INSTRUCTIONS TO CANDIDATES
ANSWER ALL QUESTIONS

Objectives:

The learning objective of this assignment is to have you develop a complete, cohesive and cogent set of visualizations to convey meaningful insights regarding the nature and impact of the Great Recession (Dec 2007-Jun 2009) on the US economic environment. Use can use data from North Carolina, Massachusetts, Florida, and California as examples for your discussion to manage scope. 
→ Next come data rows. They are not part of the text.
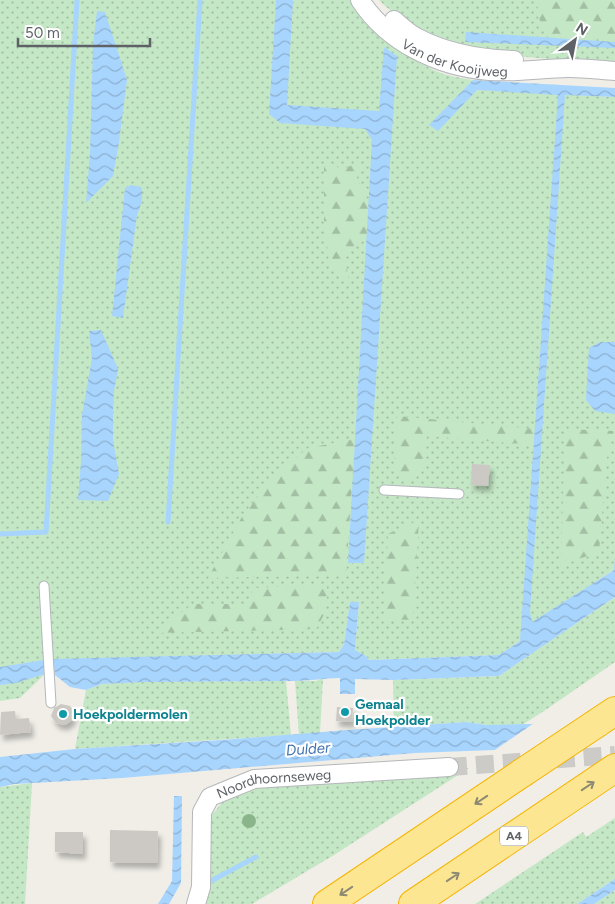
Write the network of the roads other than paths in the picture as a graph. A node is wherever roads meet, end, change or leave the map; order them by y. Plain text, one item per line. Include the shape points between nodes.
1 (360, 0) edge
2 (373, 0) edge
3 (569, 68) junction
4 (615, 71) edge
5 (384, 490) dead end
6 (459, 494) dead end
7 (44, 586) dead end
8 (52, 703) dead end
9 (615, 711) edge
10 (449, 767) tunnel mouth
11 (615, 768) edge
12 (196, 904) edge
13 (327, 904) edge
14 (413, 904) edge

1 - 3 street, Van der Kooijweg via 375,20 408,47 452,66 489,71
2 - 3 street, Van der Kooijweg via 382,12 416,37 454,52
3 - 4 street, Van der Kooijweg
5 - 6 lane
7 - 8 lane
9 -> 13 highway, bridge
10 - 12 street, Noordhoornseweg via 254,780 210,797 202,812 201,887
14 -> 11 highway, A4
 Specific objectives include: 

  1. Build experience working with a variety of different data sources, formats, etc
  2. Develop visualizations that explore multiple aspects of a problem context.
  3. Group visualizations into dashboards that inform a specific aspect of the problem context.
  4. Link visualizations and dashboards into Story boards or dashboards that describe the impact and the nature of recovery of the US socio-economic landscape in R platform

Data Resources:

The data sources you can use include (but are not limited to): 

  1. A large volume of data on different aspects of the housing market is available from Zillow (https://www.zillow.com/research/data/ (Links to an external site.)(Links to an external site.)) (Links to an external site.). Data files including time series describing median home prices and rental rates may be of particular interest.
  2. Information on personal income, unemployment rates, SNAP, benefits, people in poverty, and a variety of other socioeconomic indicators is available at Geo Fred (https://geofred.stlouisfed.org/(Links to an external site.)). When working with Geo Fred, select the data type and units before downloading since these selections affect the data in the download. Information on how to get data from FRED is available at https://fredhelp.stlouisfed.org/#fred-data-how-can-i-find-data-on-fred (Links to an external site.)
  3. Much of the source data is available at the Bureau of Labor Statistics (https://www.bls.gov/data/ (Links to an external site.)) and the Bureau of Economic Analysis (https://www.bea.gov/data (Links to an external site.)). These data sources might be useful for this activity.

Requirements:

Use at least 4 visualizations on your dashboard to tell your story. Annotate liberally and use the dashboard to highlight the explanations and themes you want to communicate. In your dashboard, look to communicate time series analysis and trends from related data from multiple sources, which together communicate and explain (not correlate or cause) the concurrent or cascading nature of the economic phenomenon, both national and individual - macro and micro.

  To Do: 

  1. Process your Data:

Collect all your data from the sources. Clean and process the data for analysis and developing visualizations. Keep an eye on the nature of the story you want to tell from the data - form initial hypotheses/ideas and support them with evidence from the data/ Visualizations.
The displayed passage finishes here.